字數看似不多,但相比其他先秦書稿,已經算是長篇,跟道德經字數不相上下。
且微言大義,需要仔細解讀,不是短時間就能參透的。
安昕將這兩本還帶著秦十月體溫的薄冊子塞進胸口,準備剿匪回去以後再細細研讀。
“不謝謝本姑娘。”
秦十月笑眯眯的問道。
“多謝。”
安昕道謝。
“不用謝,就當看你《練兵要義》的報酬了。”
秦十月大方道。
又問道:“安兄,此處三麵環山,一麵有水,倒是成了甕中捉鱉之勢。
但弓兵營中空虛,與尋常時候定有異常。土匪狡猾,地形又熟,若被他們發現營中情況,還會不會來此處交易?”

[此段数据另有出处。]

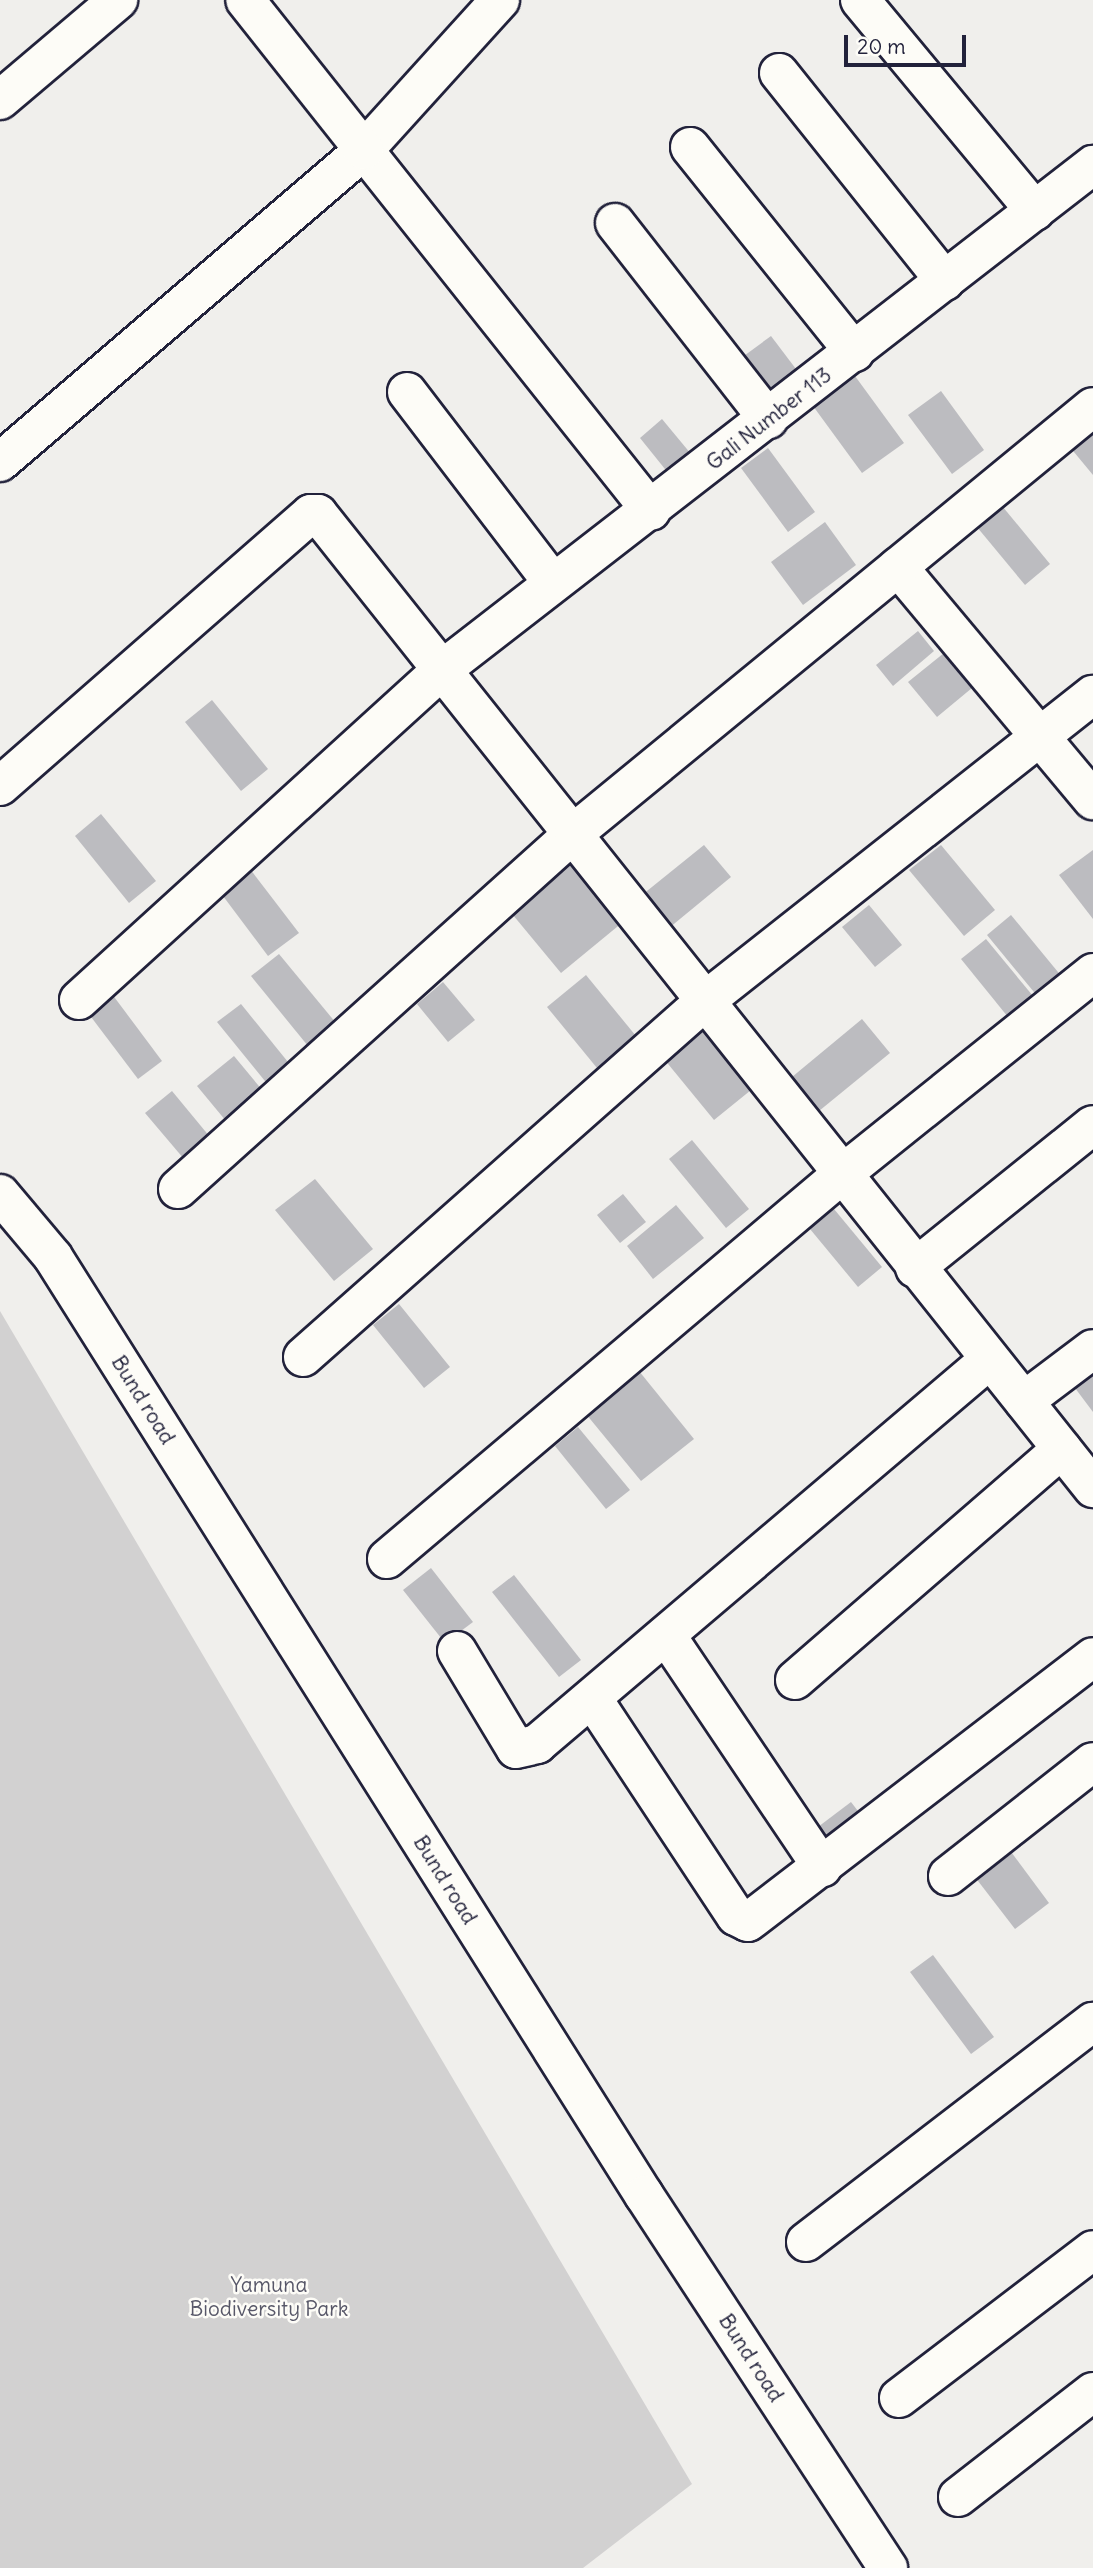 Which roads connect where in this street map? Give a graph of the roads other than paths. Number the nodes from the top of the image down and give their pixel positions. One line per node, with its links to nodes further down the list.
1 (118, 0): 6 (street)
2 (245, 0): 8 (street)
3 (500, 0): 8 (street)
4 (860, 0): 10 (street)
5 (779, 72): 12 (street)
6 (0, 100)
7 (690, 147): 13 (street)
8 (364, 150): 17 (street); 18 (street)
9 (1093, 165): 10 (street, Gali Number 113)
10 (1035, 211): 12 (street, Gali Number 113)
11 (615, 223): 16 (street)
12 (945, 281): 13 (street, Gali Number 113)
13 (854, 352): 16 (street, Gali Number 113)
14 (407, 392): 20 (street)
15 (1093, 407): 19 (street)
16 (768, 419): 18 (street, Gali Number 113)
17 (0, 462)
18 (651, 512): 20 (street, Gali Number 113)
19 (898, 567): 23 (street); 26 (street)
20 (553, 583): 21 (street, Gali Number 113)
21 (443, 669): 24 (street); 26 (street); 28 (street, Gali Number 113)
22 (1093, 695): 23 (street)
23 (1041, 737): 25 (street); 29 (street)
24 (0, 786)
25 (1093, 800)
26 (574, 833): 29 (street); 32 (street)
27 (1093, 973): 31 (street)
28 (79, 1000)
29 (705, 1001): 31 (street); 36 (street)
30 (1093, 1125): 34 (street)
31 (841, 1174): 34 (street); 41 (street)
32 (178, 1189)
33 (0, 1194): 56 (street, Bund road)
34 (915, 1268): 37 (street)
35 (1093, 1349): 38 (street)
36 (303, 1357)
37 (989, 1360): 38 (street); 42 (street)
38 (1024, 1401): 39 (street)
39 (1062, 1448): 40 (street); 45 (street)
40 (1093, 1488)
41 (387, 1559)
42 (666, 1635): 46 (street); 48 (street)
43 (457, 1651): 46 (street)
44 (1093, 1657): 48 (street)
45 (795, 1681)
46 (592, 1698): 48 (street)
47 (1093, 1762): 49 (street)
48 (822, 1867)
49 (948, 1876)
50 (1093, 2022): 51 (street)
51 (806, 2242)
52 (1093, 2250): 54 (street)
53 (1093, 2392): 55 (street)
54 (898, 2398)
55 (958, 2497)
56 (888, 2568)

安昕搖搖頭:“蘇家與駝山交易地點不在此處,而在銅山北崮。”
“銅山北崮?”
“不錯,如果駝山匪不走此地,我們就繼續朝著八嶺山方向走,屆時假途伐虢,調轉槍頭在銅山北崮將駝山匪有生力量殲滅······”
“報——!”
安昕話還未說完,遠處有人飛奔而來:“稟縣尊,營長,駝山匪一共四十二人,自銅山棧道而來,距離此地還有八裡上下。”
“看來駝山匪並沒有這般警惕。”
安昕笑道。
“全體都有,準備戰鬥!”
“秦明,趙崢,胡常山,按照預先演練,進入戰鬥位置!”
魏叔夜下令說道。
趙崢在後半夜就已經歸隊,此時和胡常山分領一連、二連。
隊伍很快散開,一連二連,前往山坳前方密林埋伏,負責切斷敵人後路,並協助掩殺。
火槍連則到上嶺村遺址處集合,作為主力對駝山匪進行排隊槍斃。
隻剩安昕,秦十月以及她的女護衛,魏叔夜和他的幾個傳令兵,轉移到了視野開闊的山脊上,觀察情況。
再不遠處,跟著來觀察火器使用情況的葛絨,盤膝坐在一塊石頭上。眼睛餘光時不時看向秦十月,總對她有些熟悉的感覺,但又確實從未見過。
他靈覺非常敏感,隱隱覺察對方對他很有威脅。
“一個二八年華的小姑娘,怎麼會對我產生威脅呢?”
他擰著眉頭,總感覺這仨月以來,生活越來越不平靜了。